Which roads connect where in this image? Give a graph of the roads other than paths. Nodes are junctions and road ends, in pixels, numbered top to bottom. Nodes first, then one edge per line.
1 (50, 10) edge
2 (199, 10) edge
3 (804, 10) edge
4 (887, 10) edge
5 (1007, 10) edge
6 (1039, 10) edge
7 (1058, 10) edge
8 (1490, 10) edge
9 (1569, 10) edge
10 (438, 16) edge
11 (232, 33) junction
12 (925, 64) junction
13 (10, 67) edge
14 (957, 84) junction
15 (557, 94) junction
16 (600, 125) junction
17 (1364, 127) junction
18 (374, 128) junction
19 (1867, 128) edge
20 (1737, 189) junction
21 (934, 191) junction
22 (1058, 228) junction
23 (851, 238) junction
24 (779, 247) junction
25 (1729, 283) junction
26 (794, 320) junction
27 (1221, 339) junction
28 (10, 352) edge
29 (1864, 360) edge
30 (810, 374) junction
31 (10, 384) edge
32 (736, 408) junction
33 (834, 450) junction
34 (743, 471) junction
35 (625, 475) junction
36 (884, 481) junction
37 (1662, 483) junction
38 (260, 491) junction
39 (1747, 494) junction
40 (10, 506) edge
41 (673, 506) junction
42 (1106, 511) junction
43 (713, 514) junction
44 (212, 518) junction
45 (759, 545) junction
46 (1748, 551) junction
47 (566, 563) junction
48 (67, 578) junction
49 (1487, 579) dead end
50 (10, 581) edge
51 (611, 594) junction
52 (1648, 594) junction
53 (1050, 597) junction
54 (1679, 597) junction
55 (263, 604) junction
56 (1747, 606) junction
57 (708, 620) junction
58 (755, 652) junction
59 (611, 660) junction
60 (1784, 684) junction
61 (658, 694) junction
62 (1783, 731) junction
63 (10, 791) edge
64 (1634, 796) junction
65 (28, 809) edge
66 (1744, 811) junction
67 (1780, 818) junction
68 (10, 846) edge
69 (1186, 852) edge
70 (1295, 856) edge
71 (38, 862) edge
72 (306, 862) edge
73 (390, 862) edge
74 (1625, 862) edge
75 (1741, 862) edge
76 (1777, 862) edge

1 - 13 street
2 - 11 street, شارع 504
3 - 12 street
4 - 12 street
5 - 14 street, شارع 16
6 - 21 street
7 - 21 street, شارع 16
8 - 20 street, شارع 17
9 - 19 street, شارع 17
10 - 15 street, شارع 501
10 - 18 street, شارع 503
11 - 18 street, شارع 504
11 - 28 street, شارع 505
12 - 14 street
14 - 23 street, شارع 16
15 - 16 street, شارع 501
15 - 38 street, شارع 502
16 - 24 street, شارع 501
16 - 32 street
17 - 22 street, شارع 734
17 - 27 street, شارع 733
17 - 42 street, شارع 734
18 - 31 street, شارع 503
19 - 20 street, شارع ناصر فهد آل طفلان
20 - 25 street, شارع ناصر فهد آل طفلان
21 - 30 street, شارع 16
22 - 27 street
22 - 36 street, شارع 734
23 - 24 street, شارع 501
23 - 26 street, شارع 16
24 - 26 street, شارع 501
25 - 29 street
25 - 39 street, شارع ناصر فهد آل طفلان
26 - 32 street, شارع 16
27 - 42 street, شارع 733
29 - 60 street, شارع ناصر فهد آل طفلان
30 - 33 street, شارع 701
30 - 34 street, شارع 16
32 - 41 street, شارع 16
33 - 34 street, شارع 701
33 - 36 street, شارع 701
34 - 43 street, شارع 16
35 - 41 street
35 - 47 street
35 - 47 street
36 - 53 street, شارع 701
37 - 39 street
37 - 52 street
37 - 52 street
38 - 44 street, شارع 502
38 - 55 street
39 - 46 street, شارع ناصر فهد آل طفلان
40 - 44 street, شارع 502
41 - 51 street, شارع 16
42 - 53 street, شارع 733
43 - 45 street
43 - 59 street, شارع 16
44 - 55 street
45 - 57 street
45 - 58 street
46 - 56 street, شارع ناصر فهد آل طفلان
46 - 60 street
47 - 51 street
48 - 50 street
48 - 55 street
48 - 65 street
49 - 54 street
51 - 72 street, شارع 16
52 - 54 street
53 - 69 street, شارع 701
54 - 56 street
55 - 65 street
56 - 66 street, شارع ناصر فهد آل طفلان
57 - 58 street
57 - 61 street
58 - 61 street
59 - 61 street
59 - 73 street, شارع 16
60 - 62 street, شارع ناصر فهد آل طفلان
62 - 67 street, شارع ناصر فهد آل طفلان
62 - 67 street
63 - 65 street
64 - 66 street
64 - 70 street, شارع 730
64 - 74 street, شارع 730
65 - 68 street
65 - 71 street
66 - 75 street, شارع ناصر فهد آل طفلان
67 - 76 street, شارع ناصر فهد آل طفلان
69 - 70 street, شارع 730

• • •

■ Goal of the exercise
Returned text must match every record word for word.

■ Task response
Which roads connect where in this image? Give a graph of the roads other than paths. Nodes are junctions and road ends, in pixels, numbered top to bottom. Nodes first, then one edge per line.
1 (50, 10) edge
2 (199, 10) edge
3 (804, 10) edge
4 (887, 10) edge
5 (1007, 10) edge
6 (1039, 10) edge
7 (1058, 10) edge
8 (1490, 10) edge
9 (1569, 10) edge
10 (438, 16) edge
11 (232, 33) junction
12 (925, 64) junction
13 (10, 67) edge
14 (957, 84) junction
15 (557, 94) junction
16 (600, 125) junction
17 (1364, 127) junction
18 (374, 128) junction
19 (1867, 128) edge
20 (1737, 189) junction
21 (934, 191) junction
22 (1058, 228) junction
23 (851, 238) junction
24 (779, 247) junction
25 (1729, 283) junction
26 (794, 320) junction
27 (1221, 339) junction
28 (10, 352) edge
29 (1864, 360) edge
30 (810, 374) junction
31 (10, 384) edge
32 (736, 408) junction
33 (834, 450) junction
34 (743, 471) junction
35 (625, 475) junction
36 (884, 481) junction
37 (1662, 483) junction
38 (260, 491) junction
39 (1747, 494) junction
40 (10, 506) edge
41 (673, 506) junction
42 (1106, 511) junction
43 (713, 514) junction
44 (212, 518) junction
45 (759, 545) junction
46 (1748, 551) junction
47 (566, 563) junction
48 (67, 578) junction
49 (1487, 579) dead end
50 (10, 581) edge
51 (611, 594) junction
52 (1648, 594) junction
53 (1050, 597) junction
54 (1679, 597) junction
55 (263, 604) junction
56 (1747, 606) junction
57 (708, 620) junction
58 (755, 652) junction
59 (611, 660) junction
60 (1784, 684) junction
61 (658, 694) junction
62 (1783, 731) junction
63 (10, 791) edge
64 (1634, 796) junction
65 (28, 809) edge
66 (1744, 811) junction
67 (1780, 818) junction
68 (10, 846) edge
69 (1186, 852) edge
70 (1295, 856) edge
71 (38, 862) edge
72 (306, 862) edge
73 (390, 862) edge
74 (1625, 862) edge
75 (1741, 862) edge
76 (1777, 862) edge

1 - 13 street
2 - 11 street, شارع 504
3 - 12 street
4 - 12 street
5 - 14 street, شارع 16
6 - 21 street
7 - 21 street, شارع 16
8 - 20 street, شارع 17
9 - 19 street, شارع 17
10 - 15 street, شارع 501
10 - 18 street, شارع 503
11 - 18 street, شارع 504
11 - 28 street, شارع 505
12 - 14 street
14 - 23 street, شارع 16
15 - 16 street, شارع 501
15 - 38 street, شارع 502
16 - 24 street, شارع 501
16 - 32 street
17 - 22 street, شارع 734
17 - 27 street, شارع 733
17 - 42 street, شارع 734
18 - 31 street, شارع 503
19 - 20 street, شارع ناصر فهد آل طفلان
20 - 25 street, شارع ناصر فهد آل طفلان
21 - 30 street, شارع 16
22 - 27 street
22 - 36 street, شارع 734
23 - 24 street, شارع 501
23 - 26 street, شارع 16
24 - 26 street, شارع 501
25 - 29 street
25 - 39 street, شارع ناصر فهد آل طفلان
26 - 32 street, شارع 16
27 - 42 street, شارع 733
29 - 60 street, شارع ناصر فهد آل طفلان
30 - 33 street, شارع 701
30 - 34 street, شارع 16
32 - 41 street, شارع 16
33 - 34 street, شارع 701
33 - 36 street, شارع 701
34 - 43 street, شارع 16
35 - 41 street
35 - 47 street
35 - 47 street
36 - 53 street, شارع 701
37 - 39 street
37 - 52 street
37 - 52 street
38 - 44 street, شارع 502
38 - 55 street
39 - 46 street, شارع ناصر فهد آل طفلان
40 - 44 street, شارع 502
41 - 51 street, شارع 16
42 - 53 street, شارع 733
43 - 45 street
43 - 59 street, شارع 16
44 - 55 street
45 - 57 street
45 - 58 street
46 - 56 street, شارع ناصر فهد آل طفلان
46 - 60 street
47 - 51 street
48 - 50 street
48 - 55 street
48 - 65 street
49 - 54 street
51 - 72 street, شارع 16
52 - 54 street
53 - 69 street, شارع 701
54 - 56 street
55 - 65 street
56 - 66 street, شارع ناصر فهد آل طفلان
57 - 58 street
57 - 61 street
58 - 61 street
59 - 61 street
59 - 73 street, شارع 16
60 - 62 street, شارع ناصر فهد آل طفلان
62 - 67 street, شارع ناصر فهد آل طفلان
62 - 67 street
63 - 65 street
64 - 66 street
64 - 70 street, شارع 730
64 - 74 street, شارع 730
65 - 68 street
65 - 71 street
66 - 75 street, شارع ناصر فهد آل طفلان
67 - 76 street, شارع ناصر فهد آل طفلان
69 - 70 street, شارع 730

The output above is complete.